What is happening is not sustainable, and given the current economic capacity—the manufacturing and construction sectors are 10% smaller than they were in 2008—there is clearly some way to go before unemployment reaches the level at which interest rates will fall, so that point was a complete red herring.

In fact, mortgage rates are low now—as low as 1.5% for safe bets. The Government, alongside the Bank of England, should be thinking about providing more funding for firms so they have more cash flow and can invest in higher-value jobs and products. Household lending from the banks is about the same as it was—it is 0.3% less than in 2008—but lending to business is 32% down. It is massively down in all the major sectors. In January lending to business was 3% lower than a year ago. By June that figure had doubled; it was down 7%. So the Chancellor is a man looking to the future who is walking backwards. The reality is that Britain is 159th in terms of the ratio of investment to GDP, and is lagging around the bottom in terms of research and development.

One might ask why the banks are lending all this money for houses. Part of the reason is because we have a bubble, artificially generated by the Chancellor to get his votes in the south, through what The Economist calls the “daft policy” of subsidising new deposits on mortgages, which will inflate house prices and lead to sub-prime debt downstream.

The banks also now require four times more capital cover to lend to a business than to provide a mortgage. Turning to the question of the complexity of all this, I have run my own businesses and been involved in others, and have therefore looked at business plans. The banks need to look at the business plans too, as opposed to just having somebody in a call centre saying, “All right, fill in the box. You’re all right mate, you can have a mortgage.” The Government should be telling the banks that the funding for lending scheme should be specifically directed at firms to cover new and existing loans. In other words, they should be doing something positive to get the level of business investment up and create real jobs and get wages moving in the right direction. That is what is needed.

The current situation is that house prices are rising and household debt is growing, partly because the cost of housing is going up both in terms of rents and house prices. That is only sustainable if we have real wage growth. [Interruption.] The Exchequer Secretary is mumbling to his mates, but what are the policies for sustainable wage growth? How are we going to move away from this low-investment, low-wages, low-productivity trajectory that we have got? There is no point in blustering and denying it all; we have got this problem across Britain. We have also got inequality between north and south, and obviously between Wales and the south.

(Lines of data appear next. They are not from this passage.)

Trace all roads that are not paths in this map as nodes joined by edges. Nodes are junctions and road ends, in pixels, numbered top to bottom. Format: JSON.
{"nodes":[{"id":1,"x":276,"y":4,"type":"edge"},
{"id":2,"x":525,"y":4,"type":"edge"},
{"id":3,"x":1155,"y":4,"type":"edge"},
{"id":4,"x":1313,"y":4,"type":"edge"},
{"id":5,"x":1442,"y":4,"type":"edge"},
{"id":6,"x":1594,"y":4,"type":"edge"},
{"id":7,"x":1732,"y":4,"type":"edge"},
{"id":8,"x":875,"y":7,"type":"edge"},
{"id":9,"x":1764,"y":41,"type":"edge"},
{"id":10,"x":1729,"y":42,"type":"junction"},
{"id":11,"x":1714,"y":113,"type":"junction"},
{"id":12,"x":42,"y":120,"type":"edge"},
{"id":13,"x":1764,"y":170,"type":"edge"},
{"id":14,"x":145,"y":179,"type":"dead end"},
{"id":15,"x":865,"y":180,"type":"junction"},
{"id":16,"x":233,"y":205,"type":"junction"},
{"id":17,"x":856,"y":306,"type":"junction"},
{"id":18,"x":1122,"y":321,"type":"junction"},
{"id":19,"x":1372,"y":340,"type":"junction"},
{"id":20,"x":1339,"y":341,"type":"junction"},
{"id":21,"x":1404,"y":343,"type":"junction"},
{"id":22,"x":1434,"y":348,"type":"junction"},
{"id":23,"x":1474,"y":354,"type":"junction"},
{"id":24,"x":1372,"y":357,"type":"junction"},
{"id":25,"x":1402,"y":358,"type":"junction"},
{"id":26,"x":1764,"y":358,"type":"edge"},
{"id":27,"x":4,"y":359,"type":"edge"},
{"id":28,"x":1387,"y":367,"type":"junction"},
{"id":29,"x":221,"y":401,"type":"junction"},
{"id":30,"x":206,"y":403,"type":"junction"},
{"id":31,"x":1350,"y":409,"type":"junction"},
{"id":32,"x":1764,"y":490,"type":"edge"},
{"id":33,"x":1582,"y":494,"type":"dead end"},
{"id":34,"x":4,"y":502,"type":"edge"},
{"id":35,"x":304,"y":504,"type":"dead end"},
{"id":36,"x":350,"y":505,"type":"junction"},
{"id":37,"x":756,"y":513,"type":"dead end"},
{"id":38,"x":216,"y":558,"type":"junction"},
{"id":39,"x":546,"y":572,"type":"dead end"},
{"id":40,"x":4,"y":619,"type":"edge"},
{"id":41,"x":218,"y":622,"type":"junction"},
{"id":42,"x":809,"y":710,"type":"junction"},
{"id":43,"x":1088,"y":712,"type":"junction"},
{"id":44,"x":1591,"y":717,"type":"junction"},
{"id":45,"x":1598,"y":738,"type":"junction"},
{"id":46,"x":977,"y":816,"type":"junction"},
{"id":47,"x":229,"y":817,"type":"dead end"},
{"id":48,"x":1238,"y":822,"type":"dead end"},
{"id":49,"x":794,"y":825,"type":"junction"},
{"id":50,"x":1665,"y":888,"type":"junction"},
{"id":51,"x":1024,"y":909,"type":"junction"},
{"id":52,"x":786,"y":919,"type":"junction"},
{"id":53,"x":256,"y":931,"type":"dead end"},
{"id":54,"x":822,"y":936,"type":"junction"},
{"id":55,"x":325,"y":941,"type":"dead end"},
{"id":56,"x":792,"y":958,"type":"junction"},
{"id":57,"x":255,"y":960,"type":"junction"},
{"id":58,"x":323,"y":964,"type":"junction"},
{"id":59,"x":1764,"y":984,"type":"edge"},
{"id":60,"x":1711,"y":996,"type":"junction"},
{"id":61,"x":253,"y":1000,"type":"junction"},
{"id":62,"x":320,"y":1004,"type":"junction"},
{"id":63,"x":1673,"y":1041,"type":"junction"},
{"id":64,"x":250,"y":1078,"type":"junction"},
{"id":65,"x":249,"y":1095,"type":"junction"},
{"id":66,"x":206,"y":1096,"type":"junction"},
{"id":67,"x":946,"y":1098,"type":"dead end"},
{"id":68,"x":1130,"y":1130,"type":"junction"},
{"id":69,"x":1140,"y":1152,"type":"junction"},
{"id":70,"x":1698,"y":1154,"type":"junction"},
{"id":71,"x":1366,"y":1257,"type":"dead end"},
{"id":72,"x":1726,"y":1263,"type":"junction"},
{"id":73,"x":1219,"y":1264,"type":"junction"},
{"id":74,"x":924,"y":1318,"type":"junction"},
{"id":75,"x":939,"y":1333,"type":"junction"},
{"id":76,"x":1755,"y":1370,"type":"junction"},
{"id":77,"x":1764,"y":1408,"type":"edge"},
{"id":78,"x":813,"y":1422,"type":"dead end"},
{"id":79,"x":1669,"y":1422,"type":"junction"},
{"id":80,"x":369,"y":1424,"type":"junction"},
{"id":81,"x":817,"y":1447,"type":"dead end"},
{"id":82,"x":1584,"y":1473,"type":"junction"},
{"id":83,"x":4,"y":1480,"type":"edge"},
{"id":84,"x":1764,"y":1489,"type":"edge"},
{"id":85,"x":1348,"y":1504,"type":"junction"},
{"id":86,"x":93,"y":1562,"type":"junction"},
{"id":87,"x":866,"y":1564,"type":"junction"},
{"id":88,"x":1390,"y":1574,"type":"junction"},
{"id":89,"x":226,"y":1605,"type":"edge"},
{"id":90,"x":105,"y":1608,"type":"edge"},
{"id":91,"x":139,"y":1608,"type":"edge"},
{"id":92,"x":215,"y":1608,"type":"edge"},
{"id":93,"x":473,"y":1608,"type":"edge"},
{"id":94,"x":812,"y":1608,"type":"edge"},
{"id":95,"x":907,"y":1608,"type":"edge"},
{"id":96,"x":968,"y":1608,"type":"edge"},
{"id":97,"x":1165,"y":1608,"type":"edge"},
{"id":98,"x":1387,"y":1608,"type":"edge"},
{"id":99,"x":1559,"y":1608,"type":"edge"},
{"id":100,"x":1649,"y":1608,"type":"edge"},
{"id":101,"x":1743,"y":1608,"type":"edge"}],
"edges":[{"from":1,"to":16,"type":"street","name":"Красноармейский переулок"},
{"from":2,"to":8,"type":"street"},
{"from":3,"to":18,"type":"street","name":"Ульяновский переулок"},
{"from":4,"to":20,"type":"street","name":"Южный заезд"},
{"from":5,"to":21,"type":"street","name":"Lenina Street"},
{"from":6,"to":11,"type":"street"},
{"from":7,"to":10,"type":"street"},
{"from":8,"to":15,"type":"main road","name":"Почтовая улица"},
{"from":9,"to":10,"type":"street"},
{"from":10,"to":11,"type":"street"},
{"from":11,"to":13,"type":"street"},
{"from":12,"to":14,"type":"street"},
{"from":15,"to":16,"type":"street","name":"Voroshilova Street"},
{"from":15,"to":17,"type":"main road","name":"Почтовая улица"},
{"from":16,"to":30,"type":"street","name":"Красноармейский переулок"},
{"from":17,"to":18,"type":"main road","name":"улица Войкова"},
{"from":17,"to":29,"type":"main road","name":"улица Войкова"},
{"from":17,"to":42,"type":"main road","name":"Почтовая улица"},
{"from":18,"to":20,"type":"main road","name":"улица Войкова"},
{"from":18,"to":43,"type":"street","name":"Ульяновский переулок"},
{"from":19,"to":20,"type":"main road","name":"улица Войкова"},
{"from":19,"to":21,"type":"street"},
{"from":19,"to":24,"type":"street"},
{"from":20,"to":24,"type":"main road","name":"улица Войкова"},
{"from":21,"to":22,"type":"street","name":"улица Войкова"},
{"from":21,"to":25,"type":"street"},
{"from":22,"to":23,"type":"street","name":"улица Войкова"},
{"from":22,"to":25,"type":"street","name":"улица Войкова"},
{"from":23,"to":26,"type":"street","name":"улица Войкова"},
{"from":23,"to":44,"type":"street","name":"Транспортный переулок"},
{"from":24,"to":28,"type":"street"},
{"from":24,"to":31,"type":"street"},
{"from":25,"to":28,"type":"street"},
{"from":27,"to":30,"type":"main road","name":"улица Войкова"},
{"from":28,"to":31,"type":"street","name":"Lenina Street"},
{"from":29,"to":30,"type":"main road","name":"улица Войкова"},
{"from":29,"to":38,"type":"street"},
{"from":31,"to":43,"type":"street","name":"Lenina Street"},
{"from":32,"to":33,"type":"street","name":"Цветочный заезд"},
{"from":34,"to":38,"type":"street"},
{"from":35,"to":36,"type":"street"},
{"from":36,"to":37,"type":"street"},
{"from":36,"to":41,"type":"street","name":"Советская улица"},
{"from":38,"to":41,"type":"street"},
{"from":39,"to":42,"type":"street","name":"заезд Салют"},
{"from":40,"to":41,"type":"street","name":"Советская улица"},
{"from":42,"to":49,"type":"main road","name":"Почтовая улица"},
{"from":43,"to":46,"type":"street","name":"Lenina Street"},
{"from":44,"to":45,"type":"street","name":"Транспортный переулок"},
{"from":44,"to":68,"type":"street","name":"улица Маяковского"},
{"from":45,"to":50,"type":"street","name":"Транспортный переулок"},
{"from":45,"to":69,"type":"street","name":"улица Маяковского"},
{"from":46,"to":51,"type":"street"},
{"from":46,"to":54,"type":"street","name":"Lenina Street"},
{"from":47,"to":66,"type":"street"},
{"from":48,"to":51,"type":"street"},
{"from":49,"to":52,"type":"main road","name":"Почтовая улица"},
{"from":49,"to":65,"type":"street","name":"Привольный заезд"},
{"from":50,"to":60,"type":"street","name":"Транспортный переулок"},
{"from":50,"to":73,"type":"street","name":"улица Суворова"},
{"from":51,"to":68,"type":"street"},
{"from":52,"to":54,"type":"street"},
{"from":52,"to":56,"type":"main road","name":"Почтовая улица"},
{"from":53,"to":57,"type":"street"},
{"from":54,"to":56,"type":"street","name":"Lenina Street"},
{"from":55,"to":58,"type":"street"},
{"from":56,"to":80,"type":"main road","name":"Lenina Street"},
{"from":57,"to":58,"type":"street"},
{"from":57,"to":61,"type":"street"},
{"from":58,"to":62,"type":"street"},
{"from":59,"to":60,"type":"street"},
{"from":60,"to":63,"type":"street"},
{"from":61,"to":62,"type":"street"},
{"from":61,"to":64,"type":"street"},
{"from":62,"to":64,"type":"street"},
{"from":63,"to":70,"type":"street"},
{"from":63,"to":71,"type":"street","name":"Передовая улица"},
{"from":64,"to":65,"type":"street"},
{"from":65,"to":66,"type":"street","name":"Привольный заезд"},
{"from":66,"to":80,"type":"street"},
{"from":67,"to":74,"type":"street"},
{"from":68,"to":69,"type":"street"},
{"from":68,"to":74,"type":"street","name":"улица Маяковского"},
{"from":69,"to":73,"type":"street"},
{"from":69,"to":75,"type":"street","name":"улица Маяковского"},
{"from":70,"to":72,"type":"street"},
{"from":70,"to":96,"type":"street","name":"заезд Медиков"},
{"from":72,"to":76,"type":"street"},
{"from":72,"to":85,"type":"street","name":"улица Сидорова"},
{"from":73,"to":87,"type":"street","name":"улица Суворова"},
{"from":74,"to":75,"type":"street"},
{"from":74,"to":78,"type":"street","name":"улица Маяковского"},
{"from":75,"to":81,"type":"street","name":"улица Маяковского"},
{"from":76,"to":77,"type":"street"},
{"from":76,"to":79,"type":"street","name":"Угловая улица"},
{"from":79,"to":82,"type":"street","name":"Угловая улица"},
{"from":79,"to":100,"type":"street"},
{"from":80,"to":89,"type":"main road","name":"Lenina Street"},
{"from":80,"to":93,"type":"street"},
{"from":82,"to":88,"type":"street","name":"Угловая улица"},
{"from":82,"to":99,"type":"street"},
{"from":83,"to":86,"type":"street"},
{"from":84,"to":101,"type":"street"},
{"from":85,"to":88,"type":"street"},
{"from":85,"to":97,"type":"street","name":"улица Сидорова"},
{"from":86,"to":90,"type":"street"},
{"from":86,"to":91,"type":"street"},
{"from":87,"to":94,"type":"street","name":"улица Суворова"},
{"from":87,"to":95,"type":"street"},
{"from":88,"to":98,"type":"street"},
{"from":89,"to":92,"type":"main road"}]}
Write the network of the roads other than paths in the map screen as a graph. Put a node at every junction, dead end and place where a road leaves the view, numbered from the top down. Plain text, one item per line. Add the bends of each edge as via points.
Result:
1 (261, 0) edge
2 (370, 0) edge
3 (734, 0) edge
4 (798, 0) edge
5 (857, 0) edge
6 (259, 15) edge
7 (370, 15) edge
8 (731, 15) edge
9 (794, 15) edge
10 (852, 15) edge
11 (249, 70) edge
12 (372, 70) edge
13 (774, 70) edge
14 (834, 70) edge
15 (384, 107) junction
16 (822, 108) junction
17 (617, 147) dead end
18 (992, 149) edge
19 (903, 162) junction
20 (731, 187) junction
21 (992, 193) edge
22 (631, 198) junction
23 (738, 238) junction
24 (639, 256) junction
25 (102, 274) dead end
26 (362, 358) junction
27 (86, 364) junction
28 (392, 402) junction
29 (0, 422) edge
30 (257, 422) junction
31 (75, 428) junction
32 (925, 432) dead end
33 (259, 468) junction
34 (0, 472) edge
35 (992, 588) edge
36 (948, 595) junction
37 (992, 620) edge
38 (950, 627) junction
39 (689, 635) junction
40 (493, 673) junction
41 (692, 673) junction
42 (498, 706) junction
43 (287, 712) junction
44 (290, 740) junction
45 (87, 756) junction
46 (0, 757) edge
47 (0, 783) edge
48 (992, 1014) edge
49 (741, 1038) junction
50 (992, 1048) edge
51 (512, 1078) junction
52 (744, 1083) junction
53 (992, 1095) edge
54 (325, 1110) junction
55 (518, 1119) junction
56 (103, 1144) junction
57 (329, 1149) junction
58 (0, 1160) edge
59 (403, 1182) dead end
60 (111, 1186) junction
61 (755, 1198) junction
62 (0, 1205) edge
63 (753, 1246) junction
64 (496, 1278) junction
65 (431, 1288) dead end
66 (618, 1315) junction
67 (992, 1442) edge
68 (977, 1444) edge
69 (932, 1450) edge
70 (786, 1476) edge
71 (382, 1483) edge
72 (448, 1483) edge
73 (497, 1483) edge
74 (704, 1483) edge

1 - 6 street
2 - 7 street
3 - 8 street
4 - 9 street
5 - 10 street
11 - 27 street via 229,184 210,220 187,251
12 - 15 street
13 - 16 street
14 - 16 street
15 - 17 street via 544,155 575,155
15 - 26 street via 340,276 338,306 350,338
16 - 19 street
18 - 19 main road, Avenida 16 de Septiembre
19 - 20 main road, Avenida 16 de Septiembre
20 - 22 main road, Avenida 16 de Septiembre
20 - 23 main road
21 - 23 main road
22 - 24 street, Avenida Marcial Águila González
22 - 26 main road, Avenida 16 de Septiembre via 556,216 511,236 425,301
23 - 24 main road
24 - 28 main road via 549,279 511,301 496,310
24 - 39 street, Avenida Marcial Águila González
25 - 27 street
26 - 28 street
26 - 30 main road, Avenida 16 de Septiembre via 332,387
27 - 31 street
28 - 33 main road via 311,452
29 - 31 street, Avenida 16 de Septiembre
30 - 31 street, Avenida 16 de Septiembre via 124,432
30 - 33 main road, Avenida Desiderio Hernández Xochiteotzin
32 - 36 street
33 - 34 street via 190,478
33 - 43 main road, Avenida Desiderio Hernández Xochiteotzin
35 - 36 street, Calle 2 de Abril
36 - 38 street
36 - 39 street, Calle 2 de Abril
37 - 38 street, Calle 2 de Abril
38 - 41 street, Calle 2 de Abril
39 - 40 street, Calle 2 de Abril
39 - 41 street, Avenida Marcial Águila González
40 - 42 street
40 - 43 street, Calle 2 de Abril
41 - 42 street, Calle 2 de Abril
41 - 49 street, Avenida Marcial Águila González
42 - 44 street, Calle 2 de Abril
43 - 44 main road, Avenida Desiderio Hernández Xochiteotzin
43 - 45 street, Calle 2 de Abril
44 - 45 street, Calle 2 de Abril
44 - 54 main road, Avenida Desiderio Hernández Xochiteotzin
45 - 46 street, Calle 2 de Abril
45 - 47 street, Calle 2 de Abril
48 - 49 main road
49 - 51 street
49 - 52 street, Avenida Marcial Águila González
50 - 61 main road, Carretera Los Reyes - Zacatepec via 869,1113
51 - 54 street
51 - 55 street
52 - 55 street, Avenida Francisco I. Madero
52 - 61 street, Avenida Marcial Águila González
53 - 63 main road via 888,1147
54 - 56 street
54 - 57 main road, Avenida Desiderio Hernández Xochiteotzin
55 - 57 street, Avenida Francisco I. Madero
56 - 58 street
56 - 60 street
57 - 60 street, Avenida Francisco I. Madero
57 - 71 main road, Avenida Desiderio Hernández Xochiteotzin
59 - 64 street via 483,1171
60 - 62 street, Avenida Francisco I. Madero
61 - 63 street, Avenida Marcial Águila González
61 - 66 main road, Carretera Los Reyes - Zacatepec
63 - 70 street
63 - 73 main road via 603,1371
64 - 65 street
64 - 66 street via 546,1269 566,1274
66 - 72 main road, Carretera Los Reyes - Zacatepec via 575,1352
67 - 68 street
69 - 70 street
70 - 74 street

I am talking about SME support, but in contrast we have the corporate world, where Vodafone has just done the biggest share transaction of this century. It has taken £54 billion in cash, and it is not paying a penny in tax. What is the Exchequer Secretary doing about that? Nothing. Why does he not do something about procurement, too? We could use our muscle to buy from SMEs locally—companies that pay tax rather than avoid tax—so they can provide jobs locally. This is a complete disgrace. We should be doing something positive with the powers at our disposal, to create higher wages, higher business investment, more security and more focus on emerging markets.

That is not happening, however. This is a complete farce. It is a mess and I hope the hon. Member for Croydon Central (Gavin Barwell) will join the Labour party like his predecessor, Andrew Pelling, did, and stand up for what is right and what makes sense.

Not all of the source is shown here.